* _REQUIRED ACTION_
Search the records below for the string "广深公路辅路" and report only the number of lines that contain it.
--------------------------------
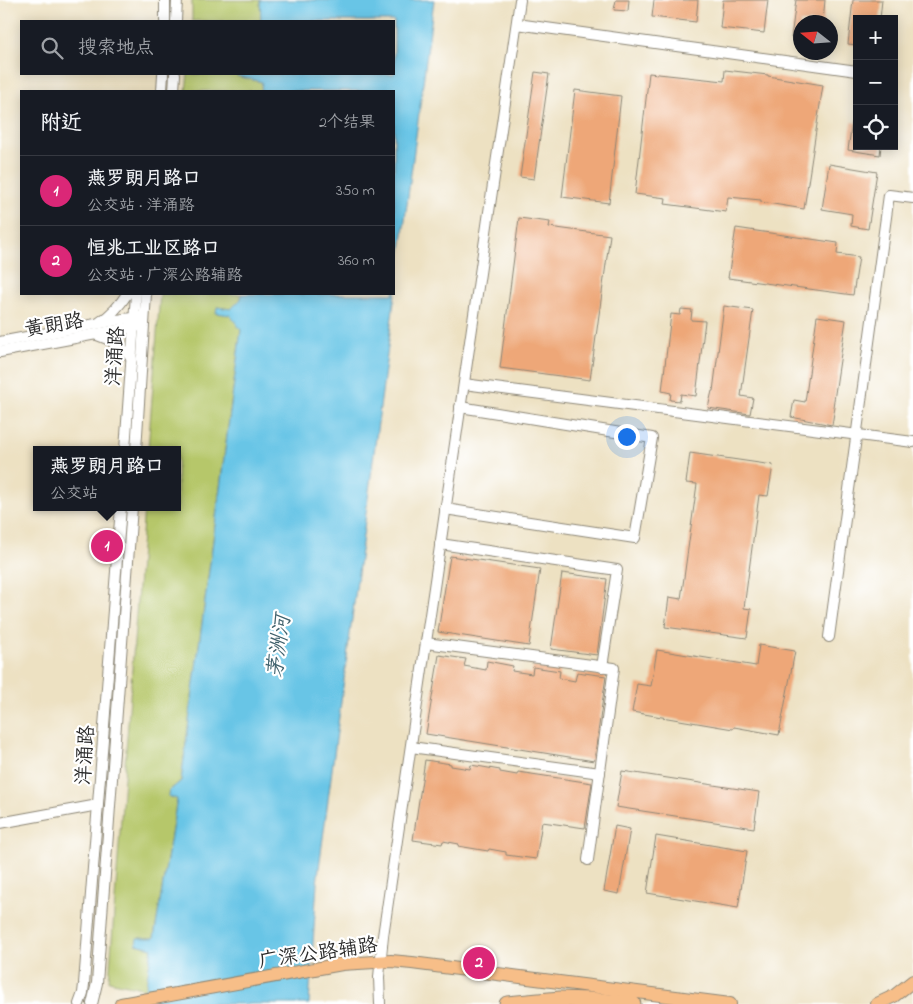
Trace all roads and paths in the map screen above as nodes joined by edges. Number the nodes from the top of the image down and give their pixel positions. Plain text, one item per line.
1 (166, 0) edge
2 (177, 0) edge
3 (520, 0) edge
4 (165, 20) edge
5 (176, 20) edge
6 (516, 24) junction
7 (853, 71) edge
8 (163, 75) edge
9 (174, 75) edge
10 (162, 90) edge
11 (174, 90) edge
12 (913, 198) edge
13 (125, 295) edge
14 (136, 295) edge
15 (146, 295) edge
16 (139, 322) junction
17 (95, 329) junction
18 (0, 342) edge
19 (0, 352) edge
20 (132, 359) junction
21 (464, 384) junction
22 (460, 407) junction
23 (857, 435) junction
24 (913, 442) edge
25 (125, 446) edge
26 (136, 446) edge
27 (445, 509) junction
28 (120, 511) edge
29 (132, 511) edge
30 (440, 544) junction
31 (829, 637) dead end
32 (426, 643) junction
33 (602, 667) junction
34 (411, 747) junction
35 (600, 773) junction
36 (98, 805) junction
37 (0, 823) edge
38 (588, 860) dead end
39 (380, 962) junction
40 (913, 981) edge
41 (124, 1003) edge
42 (79, 1004) edge
43 (92, 1004) edge
44 (380, 1004) edge
45 (507, 1004) edge
46 (633, 1004) edge
47 (730, 1004) edge
48 (878, 1004) edge

1 - 4 street
2 - 5 street
3 - 6 street
6 - 7 street
6 - 21 street
8 - 10 street
9 - 11 street
12 - 23 street
13 - 17 street
14 - 16 street, 洋涌路
15 - 16 street, 洋涌路
16 - 17 street, 黄朗路
16 - 20 street, 洋涌路
16 - 26 street, 洋涌路
17 - 18 street, 黄朗路
17 - 19 street, 黄朗路
17 - 20 street
20 - 25 street, 洋涌路
21 - 22 street
21 - 23 street
22 - 27 street
22 - 27 street
23 - 24 street
23 - 31 street
27 - 30 street
28 - 36 street, 洋涌路
29 - 43 street, 洋涌路
30 - 32 street
30 - 33 street
32 - 33 street
32 - 34 street
33 - 35 street
34 - 35 street
34 - 39 street
35 - 38 street
36 - 37 street
36 - 42 street, 洋涌路
39 - 41 main road, 广深公路辅路
39 - 44 street
39 - 47 main road, 广深公路辅路
40 - 48 main road
45 - 46 highway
--------------------------------
* _RESULT OF THE EXERCISE_
2